Using the listing below, extract each line that has the word "street" in it.
════════════════════
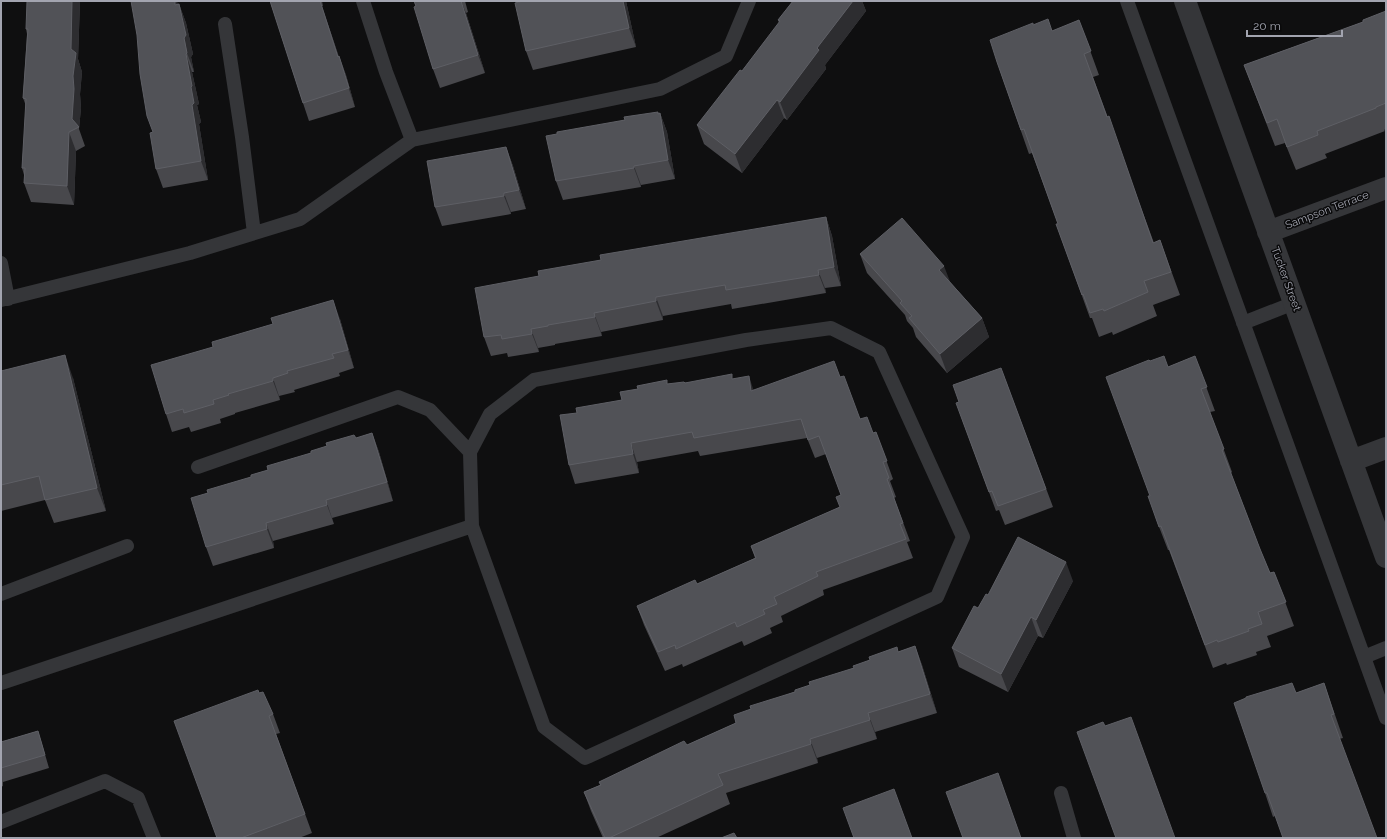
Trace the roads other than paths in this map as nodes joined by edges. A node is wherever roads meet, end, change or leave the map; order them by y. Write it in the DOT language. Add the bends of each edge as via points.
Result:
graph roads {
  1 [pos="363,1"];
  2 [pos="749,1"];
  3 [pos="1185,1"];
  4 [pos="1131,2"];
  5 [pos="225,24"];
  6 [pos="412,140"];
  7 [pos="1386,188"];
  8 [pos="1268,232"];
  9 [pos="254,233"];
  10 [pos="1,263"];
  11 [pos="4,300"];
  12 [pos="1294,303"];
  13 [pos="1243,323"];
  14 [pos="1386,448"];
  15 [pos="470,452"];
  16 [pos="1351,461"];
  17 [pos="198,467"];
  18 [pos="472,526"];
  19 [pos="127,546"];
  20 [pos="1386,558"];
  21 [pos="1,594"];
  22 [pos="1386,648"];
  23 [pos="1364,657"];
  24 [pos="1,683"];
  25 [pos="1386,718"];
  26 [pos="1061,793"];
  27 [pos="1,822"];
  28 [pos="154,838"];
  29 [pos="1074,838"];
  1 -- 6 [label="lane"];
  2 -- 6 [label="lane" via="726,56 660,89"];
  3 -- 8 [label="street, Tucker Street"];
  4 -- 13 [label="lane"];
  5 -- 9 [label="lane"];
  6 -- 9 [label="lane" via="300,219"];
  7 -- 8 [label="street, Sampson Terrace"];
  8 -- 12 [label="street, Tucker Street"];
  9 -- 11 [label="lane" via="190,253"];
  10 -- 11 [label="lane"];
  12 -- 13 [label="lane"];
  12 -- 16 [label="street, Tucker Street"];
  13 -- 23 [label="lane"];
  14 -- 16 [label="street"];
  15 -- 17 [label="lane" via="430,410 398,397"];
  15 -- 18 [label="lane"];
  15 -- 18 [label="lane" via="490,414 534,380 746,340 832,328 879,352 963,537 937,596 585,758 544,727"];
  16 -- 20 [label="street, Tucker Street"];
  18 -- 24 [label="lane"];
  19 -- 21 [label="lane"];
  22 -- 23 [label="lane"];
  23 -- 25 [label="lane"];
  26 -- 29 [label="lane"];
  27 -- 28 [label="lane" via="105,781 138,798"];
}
════════════════════
**Answer to the exercise:**
  3 -- 8 [label="street, Tucker Street"];
  7 -- 8 [label="street, Sampson Terrace"];
  8 -- 12 [label="street, Tucker Street"];
  12 -- 16 [label="street, Tucker Street"];
  14 -- 16 [label="street"];
  16 -- 20 [label="street, Tucker Street"];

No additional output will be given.